The plaintiff appealed from a compulsory judgment of nonsuit. The case is sufficiently stated in the opinion.
Judgment reversed and new trial ordered.
The appeal was submitted on the brief of G. W. Cate, with Jones & Sanborn, of counsel, for the appellant; and that of Raymond & Haseltine for the respondent.
This action is brought to recover damages for burning a large quantity of lumber belonging to the plaintiff. The complaint charges that the fire was communicated to the lumber by sparks and cinders emitted from the smoke-stack of a shingle mill belonging to and used by the defendant at the time of the accident. Upon the trial in the court below, the learned circuit judge directed a nonsuit, and judgment was entered against the plaintiff.
The only ground upon which it is contended in this court that the nonsuit was properly ordered, is, that the defendant, at the time of the fire, was not in the possession of the mill, and that one A. F. Dodge was in such possession and had the exclusive control of the running and use of the same, under a written contract with the defendant.
It is urged by the learned counsel for the respondent, that the contract referred to created the relation of landlord and tenant between the defendant and Dodge; and that Dodge, being in the actual possession and use of the mill at the time of the fire, as tenant, is alone responsible for the injury occasioned to the plaintiff by reason of the fire communicated by the sparks and cinders emitted from the smoke-stack of said mill. It is also insisted, that if the relation of landlord and tenant did not exist between the defendant and Dodge, yet, by the provisions of the contract the possession and control of the use of the same was in Dodge at the time, and therefore the defendant is not liable for the damages caused by the use of such mill.
Upon this appeal, it is unnecessary to examine any other questions than the ones above stated, as it is quite evident that upon other points of defense to the action there was sufficient evidence to entitle the plaintiff to have the same submitted to the jury.

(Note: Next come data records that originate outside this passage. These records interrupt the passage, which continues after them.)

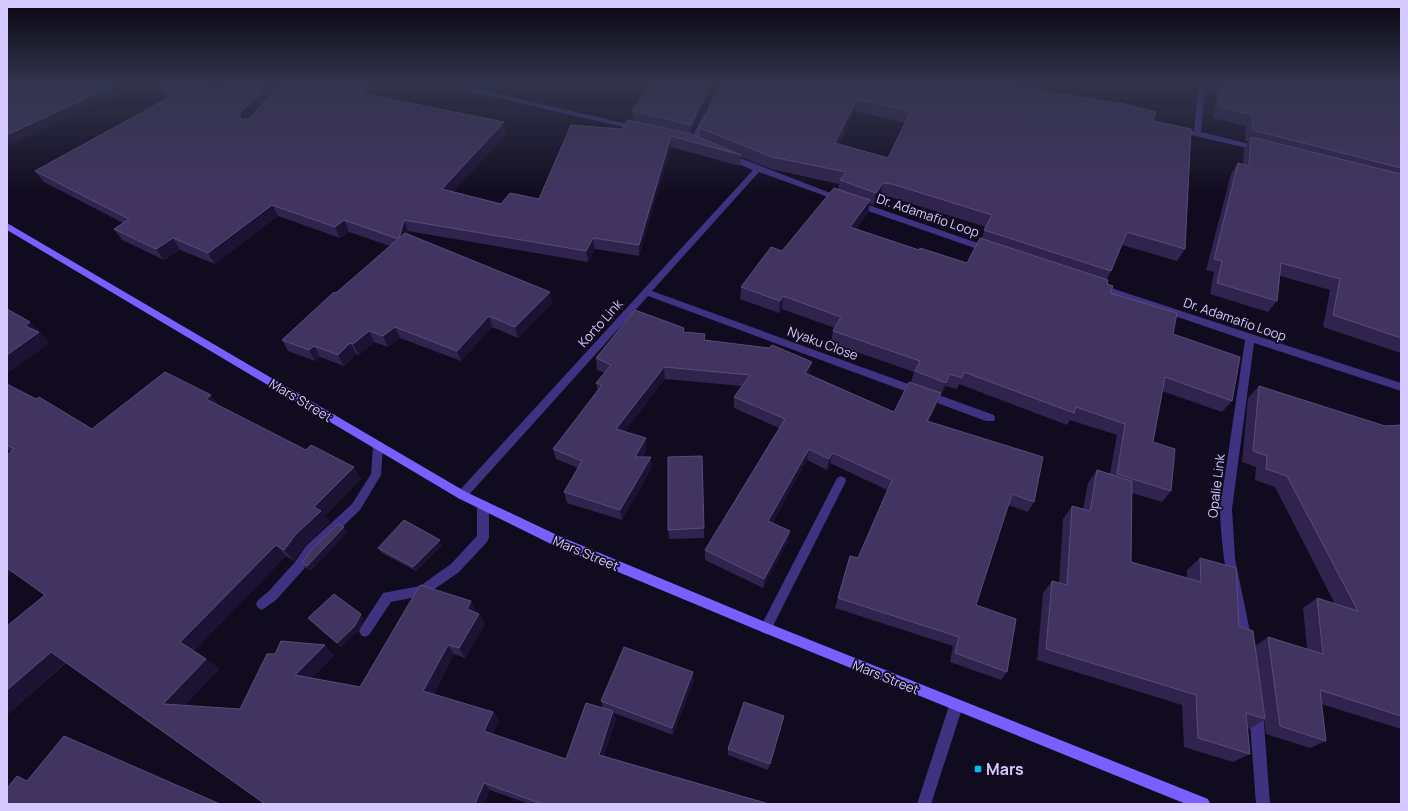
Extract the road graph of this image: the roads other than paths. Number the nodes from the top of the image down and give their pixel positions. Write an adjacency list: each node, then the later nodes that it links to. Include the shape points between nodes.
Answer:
1 (607, 121): 5 (street)
2 (703, 121): 7 (street)
3 (1198, 121): 6 (street)
4 (1174, 128): 6 (street)
5 (647, 130)
6 (1197, 134): 8 (street)
7 (693, 142)
8 (1265, 151)
9 (719, 152): 10 (street, Dr. Adamafio Loop)
10 (758, 169): 12 (street, Dr. Adamafio Loop); 14 (street, Korto Link)
11 (7, 226): 18 (street, Mars Street)
12 (996, 253)
13 (1091, 284): 15 (street, Dr. Adamafio Loop)
14 (646, 292): 17 (street, Nyaku Close); 20 (street, Korto Link)
15 (1250, 338): 16 (street, Dr. Adamafio Loop); 25 (street, Opalie Link, via 1226,509 1229,561)
16 (1401, 387)
17 (990, 418)
18 (378, 446): 20 (street, Mars Street); 22 (street, via 376,476 356,506 310,550 299,566)
19 (841, 481): 23 (street)
20 (462, 495): 21 (street, Mars Street)
21 (483, 505): 23 (street, Mars Street, via 556,540); 24 (street, via 483,538 455,568 422,590 387,597)
22 (262, 604)
23 (766, 628): 27 (street, Mars Street)
24 (365, 630)
25 (1248, 654)
26 (1254, 698): 30 (street)
27 (956, 706): 28 (street); 29 (street, Mars Street)
28 (924, 804)
29 (1203, 804)
30 (1263, 804)

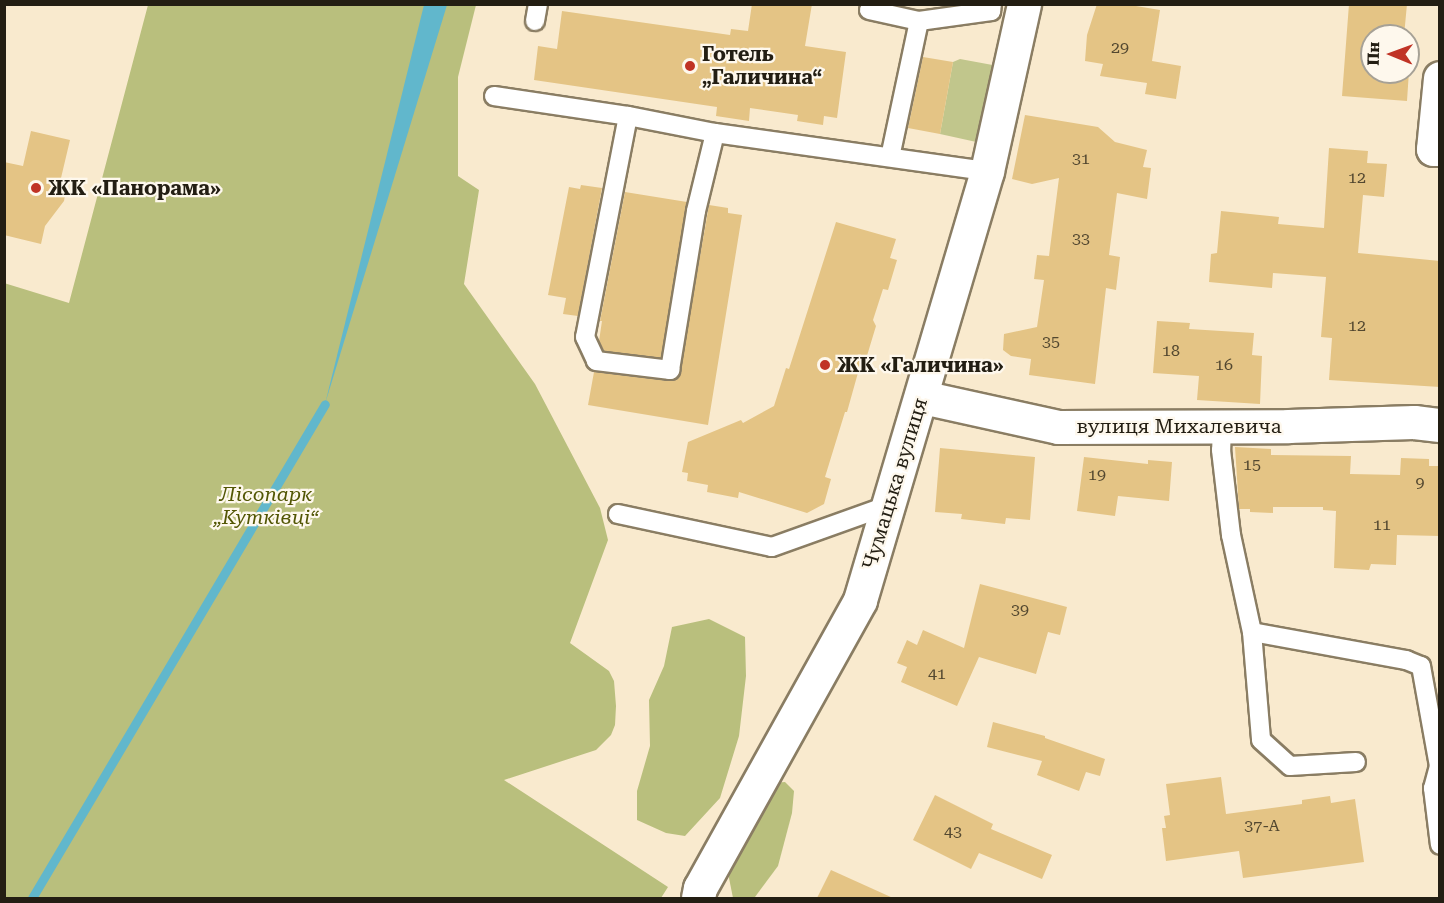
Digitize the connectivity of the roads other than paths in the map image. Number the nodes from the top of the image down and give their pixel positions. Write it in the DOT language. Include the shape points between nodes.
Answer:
graph roads {
  1 [pos="992,4"];
  2 [pos="1024,4"];
  3 [pos="869,9"];
  4 [pos="919,21"];
  5 [pos="1440,78"];
  6 [pos="494,96"];
  7 [pos="628,116"];
  8 [pos="715,133"];
  9 [pos="1440,150"];
  10 [pos="890,157"];
  11 [pos="987,171"];
  12 [pos="922,397"];
  13 [pos="1440,425"];
  14 [pos="1222,426"];
  15 [pos="889,505"];
  16 [pos="618,514"];
  17 [pos="1252,632"];
  18 [pos="1356,762"];
  19 [pos="1440,845"];
  20 [pos="698,898"];
  1 -- 4 [label="lane" via="991,11"];
  2 -- 11 [label="street, Чумацька вулиця"];
  3 -- 4 [label="lane"];
  4 -- 10 [label="lane"];
  5 -- 9 [label="street" via="1433,149"];
  6 -- 7 [label="lane"];
  7 -- 8 [label="lane"];
  7 -- 8 [label="lane" via="585,337 596,361 670,370 696,211"];
  8 -- 10 [label="lane"];
  10 -- 11 [label="lane"];
  11 -- 12 [label="street, Чумацька вулиця"];
  12 -- 14 [label="street, вулиця Михалевича" via="1058,427"];
  12 -- 15 [label="street, Чумацька вулиця"];
  13 -- 14 [label="street, вулиця Михалевича" via="1414,422"];
  14 -- 17 [label="lane" via="1231,535"];
  15 -- 16 [label="lane" via="772,548"];
  15 -- 20 [label="street, Чумацька вулиця" via="860,600 700,888"];
  17 -- 18 [label="lane" via="1261,740 1290,766"];
  17 -- 19 [label="lane" via="1421,666 1438,766 1433,788"];
}
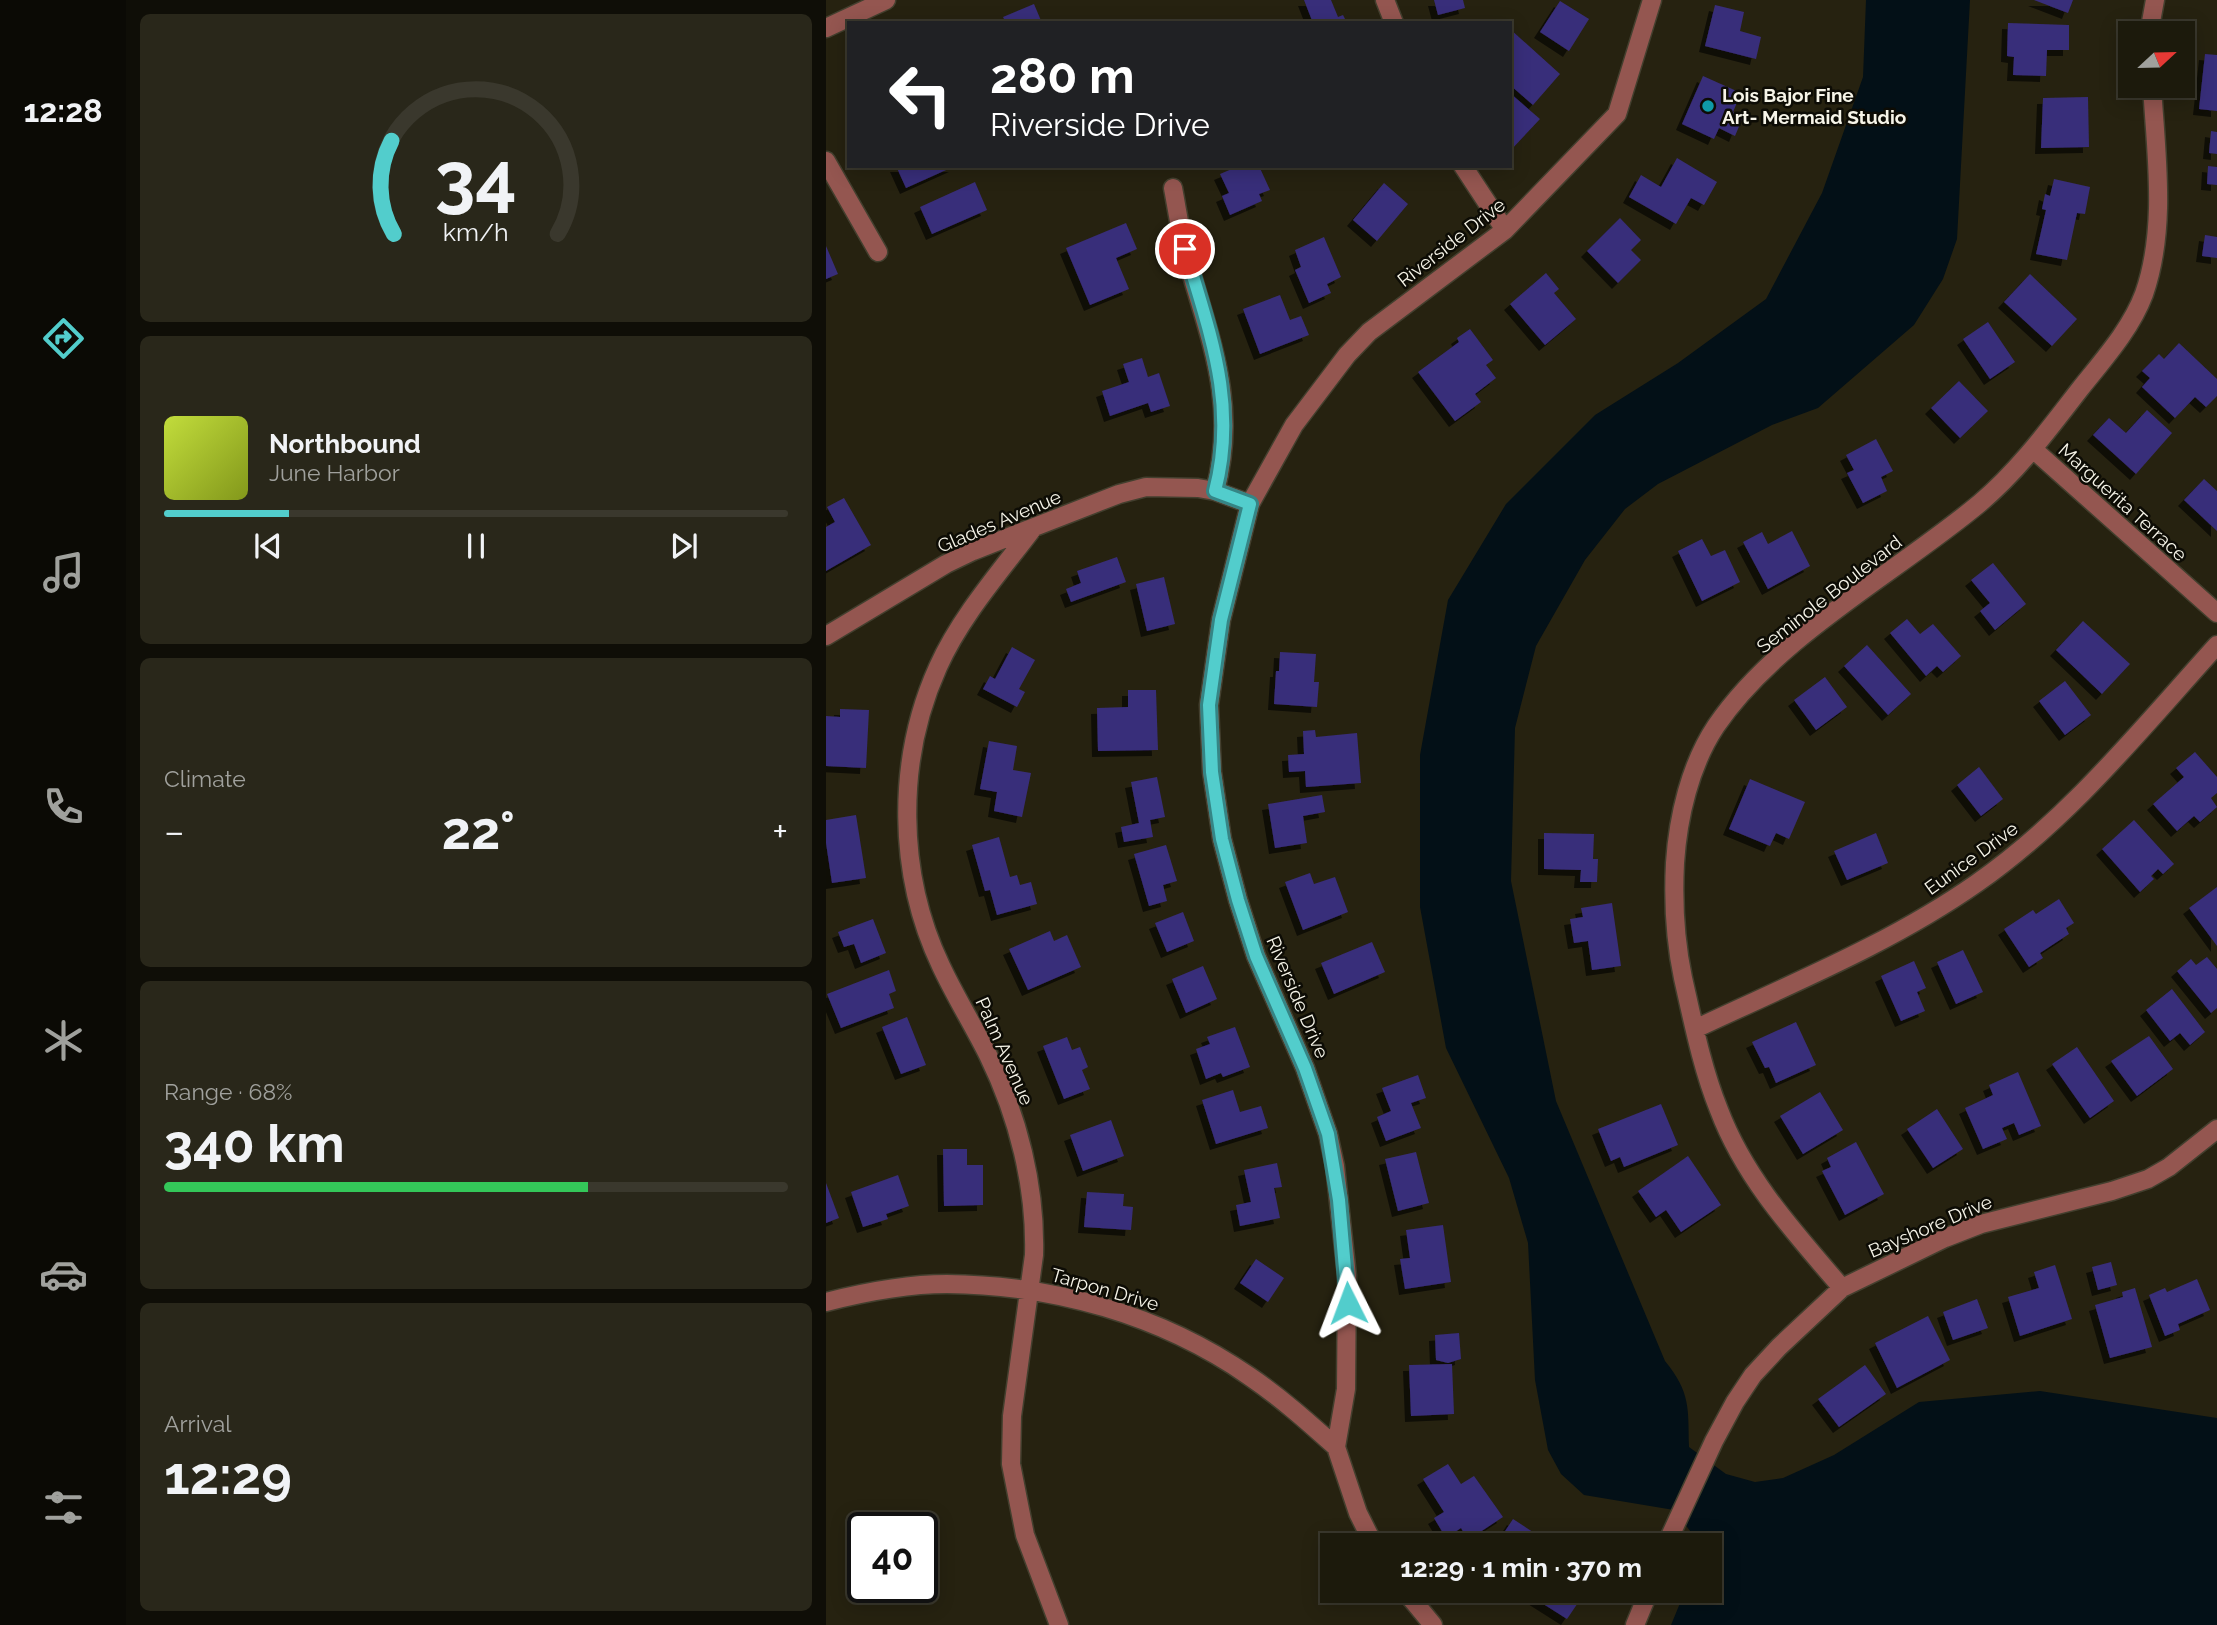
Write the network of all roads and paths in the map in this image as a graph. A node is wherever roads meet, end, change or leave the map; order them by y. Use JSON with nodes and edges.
{"nodes":[{"id":1,"x":886,"y":0,"type":"edge"},
{"id":2,"x":1385,"y":0,"type":"edge"},
{"id":3,"x":1652,"y":0,"type":"edge"},
{"id":4,"x":2155,"y":0,"type":"edge"},
{"id":5,"x":1393,"y":21,"type":"edge"},
{"id":6,"x":2151,"y":21,"type":"edge"},
{"id":7,"x":826,"y":28,"type":"edge"},
{"id":8,"x":2153,"y":98,"type":"edge"},
{"id":9,"x":826,"y":161,"type":"edge"},
{"id":10,"x":1465,"y":168,"type":"edge"},
{"id":11,"x":1173,"y":188,"type":"dead end"},
{"id":12,"x":1505,"y":230,"type":"junction"},
{"id":13,"x":878,"y":251,"type":"dead end"},
{"id":14,"x":2033,"y":449,"type":"junction"},
{"id":15,"x":1215,"y":491,"type":"junction"},
{"id":16,"x":1250,"y":504,"type":"junction"},
{"id":17,"x":1034,"y":527,"type":"junction"},
{"id":18,"x":2217,"y":613,"type":"edge"},
{"id":19,"x":826,"y":636,"type":"edge"},
{"id":20,"x":2217,"y":645,"type":"edge"},
{"id":21,"x":1695,"y":1029,"type":"junction"},
{"id":22,"x":2217,"y":1129,"type":"edge"},
{"id":23,"x":1842,"y":1287,"type":"junction"},
{"id":24,"x":1028,"y":1290,"type":"junction"},
{"id":25,"x":826,"y":1302,"type":"edge"},
{"id":26,"x":1336,"y":1447,"type":"junction"},
{"id":27,"x":1368,"y":1533,"type":"edge"},
{"id":28,"x":1671,"y":1533,"type":"edge"},
{"id":29,"x":1415,"y":1603,"type":"edge"},
{"id":30,"x":1644,"y":1603,"type":"edge"},
{"id":31,"x":1059,"y":1625,"type":"edge"},
{"id":32,"x":1433,"y":1625,"type":"edge"},
{"id":33,"x":1636,"y":1625,"type":"edge"}],
"edges":[{"from":1,"to":7,"type":"street"},
{"from":2,"to":5,"type":"street"},
{"from":3,"to":12,"type":"street","name":"Riverside Drive"},
{"from":4,"to":6,"type":"street"},
{"from":8,"to":14,"type":"street","name":"Seminole Boulevard"},
{"from":9,"to":13,"type":"street"},
{"from":10,"to":12,"type":"street"},
{"from":11,"to":15,"type":"street"},
{"from":12,"to":16,"type":"street","name":"Riverside Drive"},
{"from":14,"to":18,"type":"street","name":"Marguerita Terrace"},
{"from":14,"to":21,"type":"street","name":"Seminole Boulevard"},
{"from":15,"to":16,"type":"street"},
{"from":15,"to":17,"type":"street","name":"Glades Avenue"},
{"from":16,"to":26,"type":"street","name":"Riverside Drive"},
{"from":17,"to":19,"type":"street","name":"Glades Avenue"},
{"from":17,"to":24,"type":"street","name":"Palm Avenue"},
{"from":20,"to":21,"type":"street","name":"Eunice Drive"},
{"from":21,"to":23,"type":"street","name":"Seminole Boulevard"},
{"from":22,"to":23,"type":"street","name":"Bayshore Drive"},
{"from":23,"to":28,"type":"street","name":"Bayshore Drive"},
{"from":24,"to":25,"type":"street","name":"Tarpon Drive"},
{"from":24,"to":26,"type":"street","name":"Tarpon Drive"},
{"from":24,"to":31,"type":"street","name":"Palm Avenue"},
{"from":26,"to":27,"type":"street","name":"Riverside Drive"},
{"from":29,"to":32,"type":"street"},
{"from":30,"to":33,"type":"street"}]}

The following is a copy of the contract between the defendant, Clifford, and Dodge, under which it is claimed that Dodge was in possession and running the mill when the fire occurred:
After a careful consideration of the provisions of this contract, we think it is not a lease of the mill by Clifford to Dodge. Nothing in the language of the contract indicates that the parties intended it as such, and there does not appear to be anything in the nature of the contract which necessarily creates the relation of landlord and tenant. All the circumstances of the respective parties, as indicated by the terms of the contract, show that it was a hiring by Clifford of Dodge to manufacture certain logs owned by Clifford into shingles, Clifford furnishing the machinery for manufacturing the same, and Dodge furnishing the labor and other necessary things to run the machinery, pack the shingles and deliver the same on the cars at the mill, at a fixed price per thousand for the shingles manufactured, according to quality. Clifford was to put the machinery in good repair, and to repair all breakages costing more than $ 5.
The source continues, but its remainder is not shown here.